*** Supplied records ***

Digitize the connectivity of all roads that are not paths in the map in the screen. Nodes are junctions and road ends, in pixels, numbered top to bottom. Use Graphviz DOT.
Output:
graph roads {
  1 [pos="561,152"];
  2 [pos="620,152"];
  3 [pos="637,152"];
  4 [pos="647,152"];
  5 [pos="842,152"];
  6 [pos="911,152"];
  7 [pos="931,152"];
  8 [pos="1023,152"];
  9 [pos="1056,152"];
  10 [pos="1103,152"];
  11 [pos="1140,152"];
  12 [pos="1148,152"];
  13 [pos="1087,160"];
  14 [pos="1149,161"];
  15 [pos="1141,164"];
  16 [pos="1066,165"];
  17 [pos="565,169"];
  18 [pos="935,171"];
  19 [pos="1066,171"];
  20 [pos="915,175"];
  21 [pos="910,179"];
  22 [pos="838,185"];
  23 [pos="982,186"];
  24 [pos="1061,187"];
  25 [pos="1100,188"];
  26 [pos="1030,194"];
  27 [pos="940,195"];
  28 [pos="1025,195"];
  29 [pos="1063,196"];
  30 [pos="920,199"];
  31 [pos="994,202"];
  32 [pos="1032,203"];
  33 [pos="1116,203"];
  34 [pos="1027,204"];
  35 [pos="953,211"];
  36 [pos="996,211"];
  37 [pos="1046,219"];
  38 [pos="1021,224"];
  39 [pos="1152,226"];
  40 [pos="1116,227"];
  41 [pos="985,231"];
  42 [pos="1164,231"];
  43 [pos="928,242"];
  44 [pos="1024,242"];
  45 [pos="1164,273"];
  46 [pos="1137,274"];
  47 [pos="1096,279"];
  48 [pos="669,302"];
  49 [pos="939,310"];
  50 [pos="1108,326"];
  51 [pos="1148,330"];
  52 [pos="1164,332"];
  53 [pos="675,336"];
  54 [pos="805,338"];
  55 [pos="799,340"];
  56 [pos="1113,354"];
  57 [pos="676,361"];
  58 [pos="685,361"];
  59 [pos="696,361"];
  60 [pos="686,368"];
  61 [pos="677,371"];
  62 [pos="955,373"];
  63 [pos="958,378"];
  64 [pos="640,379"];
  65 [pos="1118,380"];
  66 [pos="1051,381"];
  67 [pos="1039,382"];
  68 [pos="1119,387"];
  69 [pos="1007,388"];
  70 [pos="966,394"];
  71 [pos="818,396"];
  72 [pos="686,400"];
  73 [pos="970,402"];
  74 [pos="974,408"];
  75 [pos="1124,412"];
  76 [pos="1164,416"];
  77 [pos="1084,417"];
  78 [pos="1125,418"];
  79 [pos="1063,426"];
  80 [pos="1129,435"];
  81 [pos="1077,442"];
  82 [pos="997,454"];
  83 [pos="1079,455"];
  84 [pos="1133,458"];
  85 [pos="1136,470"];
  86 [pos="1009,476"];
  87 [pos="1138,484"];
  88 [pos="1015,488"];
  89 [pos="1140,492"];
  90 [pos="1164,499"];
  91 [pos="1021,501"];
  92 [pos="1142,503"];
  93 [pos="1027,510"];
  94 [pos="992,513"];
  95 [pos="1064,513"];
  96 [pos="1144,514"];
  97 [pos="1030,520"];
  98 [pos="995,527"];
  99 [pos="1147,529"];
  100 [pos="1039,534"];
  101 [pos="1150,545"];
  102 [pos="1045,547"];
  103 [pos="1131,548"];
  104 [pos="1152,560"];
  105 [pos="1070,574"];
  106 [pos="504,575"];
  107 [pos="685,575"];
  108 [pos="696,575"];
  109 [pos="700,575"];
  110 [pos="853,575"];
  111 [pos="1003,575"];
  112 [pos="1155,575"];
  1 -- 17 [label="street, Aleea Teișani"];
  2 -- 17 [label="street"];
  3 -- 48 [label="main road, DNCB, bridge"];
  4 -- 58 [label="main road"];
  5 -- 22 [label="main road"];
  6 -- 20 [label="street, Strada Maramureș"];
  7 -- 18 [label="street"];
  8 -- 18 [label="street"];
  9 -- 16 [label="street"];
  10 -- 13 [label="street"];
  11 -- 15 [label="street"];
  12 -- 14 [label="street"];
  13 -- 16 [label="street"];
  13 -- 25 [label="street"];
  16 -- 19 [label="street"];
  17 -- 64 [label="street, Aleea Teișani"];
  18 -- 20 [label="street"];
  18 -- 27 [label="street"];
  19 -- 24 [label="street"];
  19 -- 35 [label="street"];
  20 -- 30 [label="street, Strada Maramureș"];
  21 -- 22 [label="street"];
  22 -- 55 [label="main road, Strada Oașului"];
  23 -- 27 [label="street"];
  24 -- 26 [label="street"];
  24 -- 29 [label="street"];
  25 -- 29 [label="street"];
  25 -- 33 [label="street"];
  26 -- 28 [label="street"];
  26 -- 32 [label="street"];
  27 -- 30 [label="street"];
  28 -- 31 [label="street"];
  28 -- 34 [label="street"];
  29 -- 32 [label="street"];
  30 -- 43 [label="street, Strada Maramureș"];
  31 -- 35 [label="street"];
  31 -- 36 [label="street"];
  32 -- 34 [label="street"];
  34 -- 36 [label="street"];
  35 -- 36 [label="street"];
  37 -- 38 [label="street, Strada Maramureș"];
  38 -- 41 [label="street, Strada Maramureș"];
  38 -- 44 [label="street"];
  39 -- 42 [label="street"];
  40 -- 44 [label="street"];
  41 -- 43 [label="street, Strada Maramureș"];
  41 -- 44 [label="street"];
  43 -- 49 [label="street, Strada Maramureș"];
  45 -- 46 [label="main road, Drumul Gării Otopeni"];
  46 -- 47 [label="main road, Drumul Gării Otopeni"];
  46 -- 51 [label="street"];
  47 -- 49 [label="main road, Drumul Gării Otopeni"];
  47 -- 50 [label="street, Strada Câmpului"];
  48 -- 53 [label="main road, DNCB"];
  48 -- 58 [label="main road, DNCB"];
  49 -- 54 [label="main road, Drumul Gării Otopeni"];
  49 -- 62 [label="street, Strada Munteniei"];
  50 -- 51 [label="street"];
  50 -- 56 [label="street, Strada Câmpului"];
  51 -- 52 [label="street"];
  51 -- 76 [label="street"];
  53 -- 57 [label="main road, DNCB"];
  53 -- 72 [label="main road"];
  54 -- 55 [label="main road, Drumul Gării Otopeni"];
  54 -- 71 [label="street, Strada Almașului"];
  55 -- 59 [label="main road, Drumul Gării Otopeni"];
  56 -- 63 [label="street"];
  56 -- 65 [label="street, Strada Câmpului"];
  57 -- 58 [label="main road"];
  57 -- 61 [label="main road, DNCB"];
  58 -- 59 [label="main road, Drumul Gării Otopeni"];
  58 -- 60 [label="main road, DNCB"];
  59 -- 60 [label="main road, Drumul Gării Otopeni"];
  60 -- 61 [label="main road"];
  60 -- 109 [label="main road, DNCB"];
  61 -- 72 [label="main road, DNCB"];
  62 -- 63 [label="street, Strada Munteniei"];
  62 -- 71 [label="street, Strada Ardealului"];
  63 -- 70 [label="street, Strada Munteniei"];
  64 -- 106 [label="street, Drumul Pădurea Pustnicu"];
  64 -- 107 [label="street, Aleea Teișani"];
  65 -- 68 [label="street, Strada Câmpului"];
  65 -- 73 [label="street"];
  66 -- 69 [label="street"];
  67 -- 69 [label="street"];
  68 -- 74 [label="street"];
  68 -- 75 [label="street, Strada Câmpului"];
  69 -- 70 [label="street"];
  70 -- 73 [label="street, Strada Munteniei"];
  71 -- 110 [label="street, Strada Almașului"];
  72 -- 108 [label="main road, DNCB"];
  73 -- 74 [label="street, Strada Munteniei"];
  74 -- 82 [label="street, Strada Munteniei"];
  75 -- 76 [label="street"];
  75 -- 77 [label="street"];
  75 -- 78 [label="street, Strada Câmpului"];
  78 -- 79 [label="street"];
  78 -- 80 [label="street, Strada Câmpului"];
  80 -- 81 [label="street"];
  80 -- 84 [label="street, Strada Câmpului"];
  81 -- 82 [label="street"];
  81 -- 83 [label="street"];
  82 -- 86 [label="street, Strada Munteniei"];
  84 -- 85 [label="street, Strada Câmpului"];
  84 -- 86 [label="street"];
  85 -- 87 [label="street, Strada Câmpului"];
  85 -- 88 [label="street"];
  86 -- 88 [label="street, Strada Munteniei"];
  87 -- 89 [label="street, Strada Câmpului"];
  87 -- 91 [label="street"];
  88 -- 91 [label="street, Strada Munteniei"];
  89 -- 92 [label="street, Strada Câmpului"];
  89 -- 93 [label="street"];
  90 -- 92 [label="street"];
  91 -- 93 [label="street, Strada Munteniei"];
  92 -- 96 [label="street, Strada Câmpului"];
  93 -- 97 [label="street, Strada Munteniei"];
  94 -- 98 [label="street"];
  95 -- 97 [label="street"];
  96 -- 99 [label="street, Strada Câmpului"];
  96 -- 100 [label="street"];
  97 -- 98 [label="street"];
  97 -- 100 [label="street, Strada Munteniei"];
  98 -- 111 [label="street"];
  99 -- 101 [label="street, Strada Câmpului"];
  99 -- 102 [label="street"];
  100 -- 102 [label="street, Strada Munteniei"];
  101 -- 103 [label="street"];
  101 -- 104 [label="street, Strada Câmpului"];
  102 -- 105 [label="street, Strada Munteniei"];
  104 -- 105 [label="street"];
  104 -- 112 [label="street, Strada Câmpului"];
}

*** End of Supplied records ***

**Directions**
Your answer should hold every line of the entries that contains the string "Teișani".

**Reply to the exercise**
  1 -- 17 [label="street, Aleea Teișani"];
  17 -- 64 [label="street, Aleea Teișani"];
  64 -- 107 [label="street, Aleea Teișani"];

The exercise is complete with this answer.